Friday, August 21, 2015

Discussing "Statistical Methods for Observational Health Studies" (JSM 2015)

This post is based on my recollection of what I discussed in the session on "Statistical methods for observational health studies" that I organized. There has been a boom of such studies due to availability of large collection of patients records and medical claims.

The analysis of the "big data" from health studies is different from many machine learning tasks in two ways. First, association is not enough. Identification of causal relations is essential for any possible intervention. Second, detection of an effect may not be enough. Often precise and accurate estimates of the effect size are desired. Strongly!

In dealing with observational health studies, here are some of my advices, which are not intended to be comprehensive.

  • Understand the available data; especially understand what was not observed. When you do not have full control of the study design/data collection, there would always be some issues: sampling bias, informative bias, measurement bias. Always ask questions about what the measured data actually represent: how were the data cumulated? how were certain measures defined?
  • Know what your methods are estimating: association, causality or granger causality? effect size under a particular model may not reflect the actual true effect size. What are the questions that need answer? What are the questions your methods can actually address?
  • Always carry out some sensitivity analysis: are your results sensitive to model assumptions, or small changes in the data? Available tools include simulations, multiple data sets or resampling. This can be challenging for certain studies as defining "agreement" between different findings can be tricky.
  • Always report uncertainty: combining estimated sampling error from modeling and results from sensitivity analysis give the users of your results a better sense of uncertainty. This is especially important when modeling strategies were introduced to address a small area estimation problem.

Tuesday, August 18, 2015

The fifth V of Big Data: variables (JSM 2015 discussion)

I gave the following discussion (from recollection and my notes) during the session "the fifth V of Big Data: variables" organized by Cynthia Rudin.

The notion "Big Data" does not simply refer to a data set that is large in size. It includes all complex and nontraditional data that do not necessarily come in the form of a typical clean Excel sheet with rows corresponding to individuals and columns corresponding to variables. In other words, Big Data are often unstructured and do not have naturally defined variables.

Variables are central to nearly all statistical learning tasks. We study their distributions to build models and predictive tools. Therefore, in Big Data, how to define variables is one of the important first steps that is critical for the success of the statistical learning later on. This step is also known as feature generation. Even when some variables are observed on individuals in a data set, they often do not come in the form or scale most relevant with the learning task at hands. Domain knowledge, when used correctly as we have learnt from Kaiser's talk, is often the most helpful in identifying and generating features. At other times, we need some help from such as exploratory data analysis, sparse learning and metric learning to form nonlinear transformation.
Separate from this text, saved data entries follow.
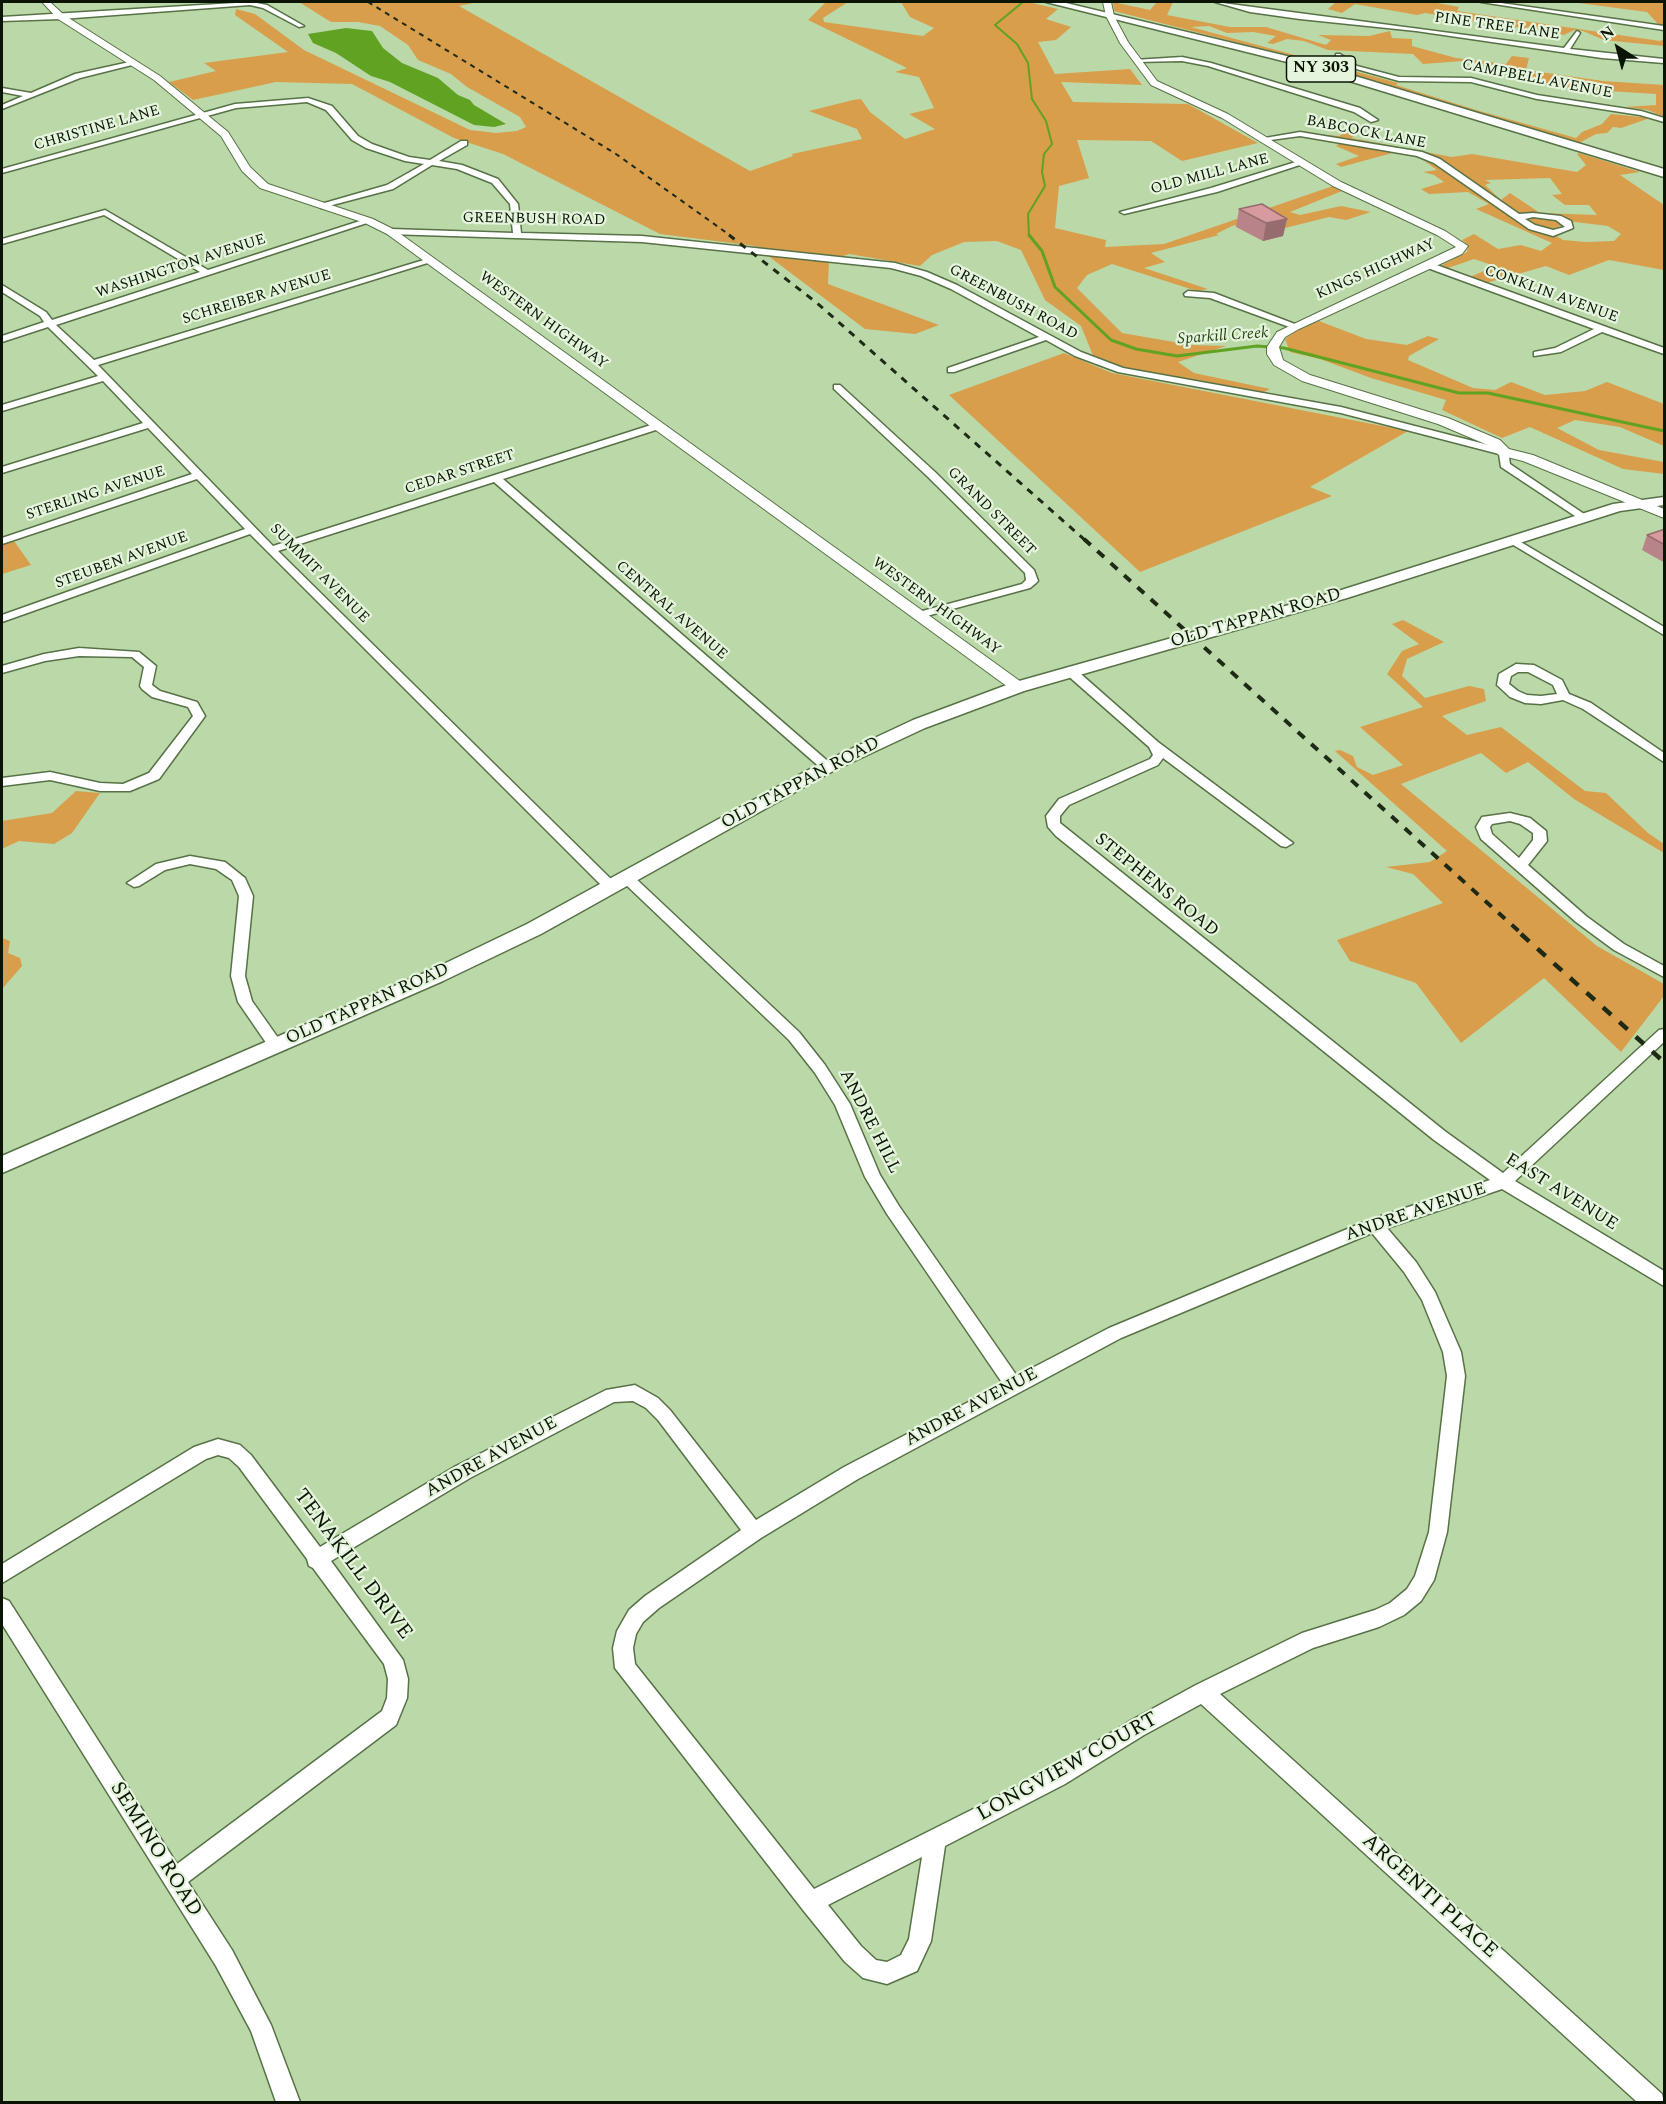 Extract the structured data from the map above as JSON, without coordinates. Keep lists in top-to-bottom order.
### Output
{
  "streets": {
    "main road": ["NY 303", "OLD TAPPAN ROAD"],
    "street": [
      "PINE TREE LANE",
      "CAMPBELL AVENUE",
      "CHRISTINE LANE",
      "BABCOCK LANE",
      "OLD MILL LANE",
      "GREENBUSH ROAD",
      "WASHINGTON AVENUE",
      "KINGS HIGHWAY",
      "CONKLIN AVENUE",
      "SCHREIBER AVENUE",
      "WESTERN HIGHWAY",
      "CEDAR STREET",
      "STERLING AVENUE",
      "GRAND STREET",
      "STEUBEN AVENUE",
      "SUMMIT AVENUE",
      "CENTRAL AVENUE",
      "STEPHENS ROAD",
      "ANDRE HILL",
      "EAST AVENUE",
      "ANDRE AVENUE",
      "TENAKILL DRIVE",
      "LONGVIEW COURT",
      "SEMINO ROAD",
      "ARGENTI PLACE"
    ]
  },
  "crossings": [
    ["NY 303", "KINGS HIGHWAY"],
    ["CHRISTINE LANE", "GREENBUSH ROAD"],
    ["CHRISTINE LANE", "WESTERN HIGHWAY"],
    ["BABCOCK LANE", "KINGS HIGHWAY"],
    ["OLD MILL LANE", "KINGS HIGHWAY"],
    ["GREENBUSH ROAD", "KINGS HIGHWAY"],
    ["GREENBUSH ROAD", "WESTERN HIGHWAY"],
    ["WASHINGTON AVENUE", "WESTERN HIGHWAY"],
    ["WASHINGTON AVENUE", "SUMMIT AVENUE"],
    ["KINGS HIGHWAY", "CONKLIN AVENUE"],
    ["KINGS HIGHWAY", "OLD TAPPAN ROAD"],
    ["SCHREIBER AVENUE", "WESTERN HIGHWAY"],
    ["SCHREIBER AVENUE", "SUMMIT AVENUE"],
    ["WESTERN HIGHWAY", "CEDAR STREET"],
    ["WESTERN HIGHWAY", "GRAND STREET"],
    ["WESTERN HIGHWAY", "OLD TAPPAN ROAD"],
    ["CEDAR STREET", "SUMMIT AVENUE"],
    ["CEDAR STREET", "CENTRAL AVENUE"],
    ["STERLING AVENUE", "SUMMIT AVENUE"],
    ["STEUBEN AVENUE", "SUMMIT AVENUE"],
    ["SUMMIT AVENUE", "OLD TAPPAN ROAD"],
    ["SUMMIT AVENUE", "ANDRE HILL"],
    ["CENTRAL AVENUE", "OLD TAPPAN ROAD"],
    ["OLD TAPPAN ROAD", "ANDRE HILL"],
    ["STEPHENS ROAD", "EAST AVENUE"],
    ["ANDRE HILL", "ANDRE AVENUE"],
    ["EAST AVENUE", "ANDRE AVENUE"],
    ["ANDRE AVENUE", "TENAKILL DRIVE"],
    ["ANDRE AVENUE", "LONGVIEW COURT"],
    ["TENAKILL DRIVE", "SEMINO ROAD"],
    ["LONGVIEW COURT", "ARGENTI PLACE"]
  ],
  "water": ["Sparkill Creek"],
  "north": "top left"
}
For variables generated, they first need to predict well, i.e., achieve accuracy. In addition, for many application, they need to be interpretable. Here, sometime we need to strike a balance between these two criteria. One way to achieve such a balance is to encourage sparsity in the solution, which is often computational challenging.

Variables, the fifth V of Big Data, are essential for most statistical solutions and require a delicate three-way balance of accuracy, interpretability and computability.